The first person I told after I signed up for the Disney Half was someone I didn't really know very well. I'm not exactly why that is. Why didn't I tell my family, long-time friends or even co-workers?
I've come to know this person (whom I refer to as my Charming Friend) a lot better since August, and it turned out he was one of my biggest supporters during my Disney training (despite his somewhat sarcastic comments posted on this blog).
Throughout my journey, my Charming Friend has toyed with the idea of taking up running. (I try to contain my excitement when he talks about it -- thinking of what it would be like to have a steady running partner and thinking of the opportunities that training runs and races would give us to spend time together, get in shape and support good causes.)

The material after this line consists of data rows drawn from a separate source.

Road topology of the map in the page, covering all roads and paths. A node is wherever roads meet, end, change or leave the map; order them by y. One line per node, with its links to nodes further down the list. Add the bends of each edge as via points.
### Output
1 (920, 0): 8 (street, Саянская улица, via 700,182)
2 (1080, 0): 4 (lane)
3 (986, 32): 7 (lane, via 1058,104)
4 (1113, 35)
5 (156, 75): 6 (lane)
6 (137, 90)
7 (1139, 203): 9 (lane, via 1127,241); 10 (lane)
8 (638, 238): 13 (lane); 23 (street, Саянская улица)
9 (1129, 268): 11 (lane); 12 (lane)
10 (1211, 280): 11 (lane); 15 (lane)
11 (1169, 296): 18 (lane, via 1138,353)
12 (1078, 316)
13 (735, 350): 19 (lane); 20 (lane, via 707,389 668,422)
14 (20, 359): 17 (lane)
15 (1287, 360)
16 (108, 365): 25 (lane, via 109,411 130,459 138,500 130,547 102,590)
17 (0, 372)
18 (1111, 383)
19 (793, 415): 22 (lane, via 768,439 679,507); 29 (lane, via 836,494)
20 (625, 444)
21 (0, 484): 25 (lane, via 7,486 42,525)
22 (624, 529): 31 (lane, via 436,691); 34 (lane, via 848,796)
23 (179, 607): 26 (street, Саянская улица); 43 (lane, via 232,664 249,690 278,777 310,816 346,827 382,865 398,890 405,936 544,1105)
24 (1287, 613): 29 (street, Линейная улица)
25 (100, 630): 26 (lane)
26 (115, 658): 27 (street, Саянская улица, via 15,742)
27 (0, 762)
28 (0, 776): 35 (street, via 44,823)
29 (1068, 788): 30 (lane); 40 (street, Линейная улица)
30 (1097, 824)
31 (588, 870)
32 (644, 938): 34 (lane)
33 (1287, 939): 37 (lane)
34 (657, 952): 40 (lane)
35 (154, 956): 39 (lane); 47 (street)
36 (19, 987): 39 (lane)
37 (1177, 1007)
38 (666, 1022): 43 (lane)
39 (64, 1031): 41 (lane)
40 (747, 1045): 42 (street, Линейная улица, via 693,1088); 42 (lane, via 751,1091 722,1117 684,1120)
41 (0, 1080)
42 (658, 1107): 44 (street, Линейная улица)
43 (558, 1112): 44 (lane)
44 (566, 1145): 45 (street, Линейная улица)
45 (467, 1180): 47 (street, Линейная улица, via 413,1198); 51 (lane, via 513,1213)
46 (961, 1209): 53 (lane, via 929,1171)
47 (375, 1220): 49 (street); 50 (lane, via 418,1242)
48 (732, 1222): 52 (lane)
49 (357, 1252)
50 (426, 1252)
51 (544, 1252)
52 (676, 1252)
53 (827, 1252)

I contain the excitement because I don't want to get my hopes up. I also don't want to be a nag or put pressure on him. I want him to run because he wants to run, not because I want him to.

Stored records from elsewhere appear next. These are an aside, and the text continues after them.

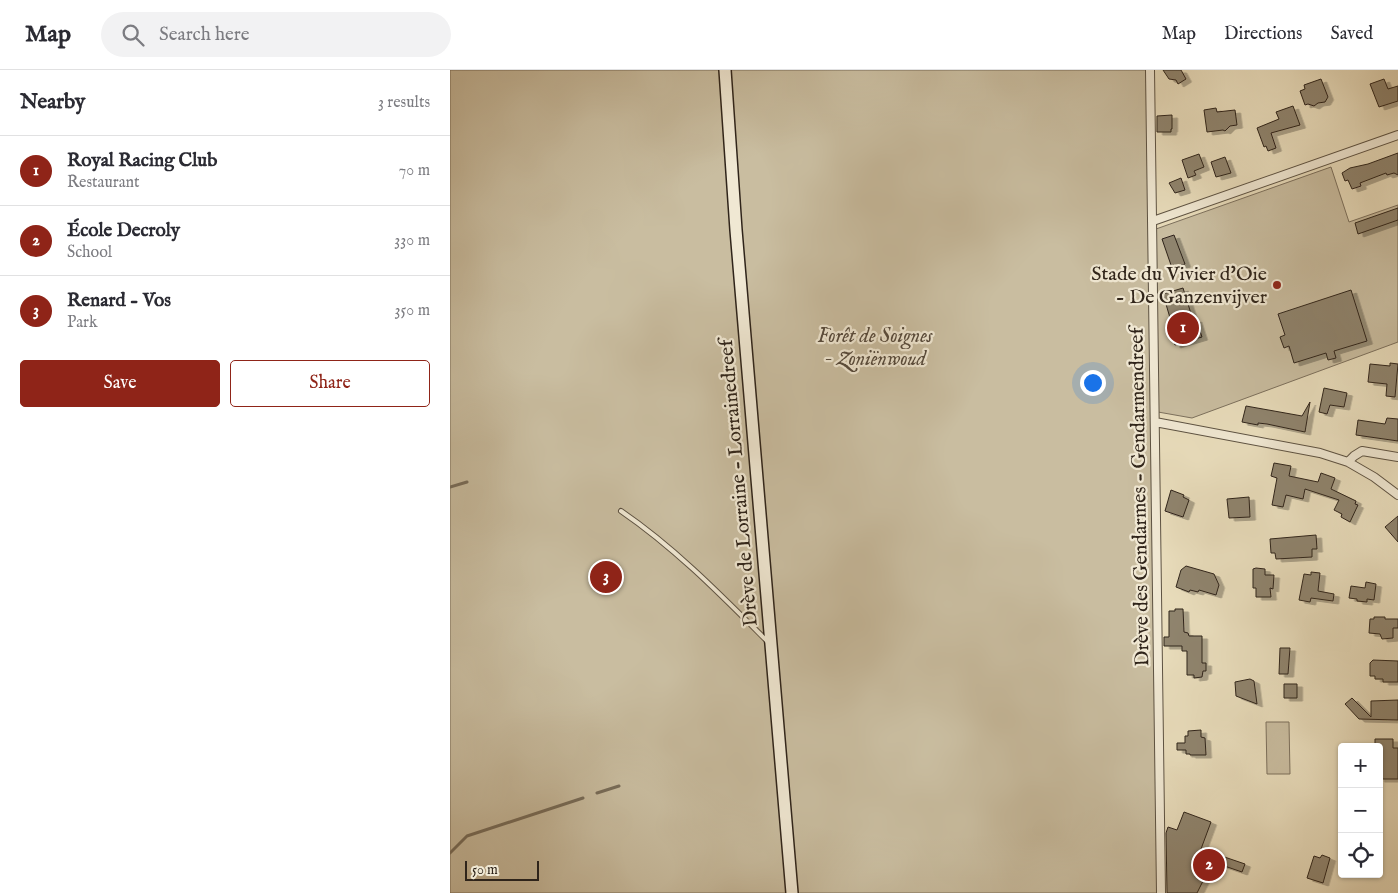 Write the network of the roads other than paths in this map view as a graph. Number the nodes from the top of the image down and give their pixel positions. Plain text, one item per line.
1 (725, 70) edge
2 (1150, 70) edge
3 (1398, 135) edge
4 (1153, 221) junction
5 (1155, 419) junction
6 (1398, 457) edge
7 (1348, 462) junction
8 (1398, 495) edge
9 (621, 511) dead end
10 (771, 644) junction
11 (792, 893) edge
12 (1161, 893) edge

1 - 10 main road, Drève de Lorraine - Lorrainedreef
2 - 4 street, Drève des Gendarmes - Gendarmendreef
3 - 4 street
4 - 5 street, Drève des Gendarmes - Gendarmendreef
5 - 7 street
5 - 12 street, Drève des Gendarmes - Gendarmendreef
6 - 7 street
7 - 8 street
9 - 10 lane
10 - 11 main road, Drève de Lorraine - Lorrainedreef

You can imagine how hard it was to play it cool when he told me he just returned from Runner's Alley with a new pair of shoes. (Okay, so the shoes sat in the box for a few weeks (maybe more), but he still took the first step of buying them.)
I talked him into coming with me to the Fitness Expo before the Great Bay Half Marathon a few weekends ago, where I'd be picking up my race number for my third half marathon of the year.
Our first stop at the small expo was what I'll call the Remedies-For-All-The-Things-That-Can-Go-Wrong-With -Your-Body Booth: IT Band and knee braces, chaffing remedies, blister prevention, toe caps (I bought some of those), nipple covers (don't ask), shoe inserts and a bunch of other things designed to deal with problems that might arise while running.
It certainly wasn't a place I should be bringing a non-runner whom I hope will become my running partner, but he didn't seem to flinch. (Didn't start running right away, but it didn't scare him off entirely.)
A few days later, My Charming Friend did his first run -- a mile by himself on the concourse of the arena where he works. I was really proud, but tried my hardest to avoid gushing with compliments when he told me. (Don't scare him off, Teresa, I told myself.)
I wouldn't say he enjoyed his first run entirely -- I wish I could post an audio file of the voicemail message he left me about his aching shins, sore arches, throbbing back and the list of other ailments that his first mile had thrown at him.
But it still wasn't enough for him to quit. (I doubt that quit is in his vocabulary.)
The next day I joined him for another mile around the concourse -- a much slower mile, he told me, which I pointed out might be part of the reason he was hurting so badly after his first run.
He still didn't feel right, so brought his shoes back to Runner's Alley, exchanged them for another pair and chatted with the manager for a while about possible problems and fixes.
Not long after that, we ventured outside for a three-mile route in downtown Manchester that he created on www.mapmyrun.com -- which actually included scaling a brick wall (obviously not shown on the website route).
Three miles and he did it. And he finished strong, sprinting to our finishing point.
Again, I played it cool, congratulating him mildly on his accomplishment and patting him on the back (I know it drives him crazy to have his T-shirt pressed up against his sweaty back, so that move was partially congratulatory and partially intentionally annoying.)
He tried to play it cool, too, but I know he was proud of himself. (He sent a couple of text messages off to co-workers telling him he finished the three miles.) He also used the phrase "farther than I've ever run in my life."
TnT-ers use this phrase a lot. There's nothing like the feeling of running farther than you've ever run before.
And there's nothing like having a Charming Friend who takes up running -- or at least is willing to give it a try.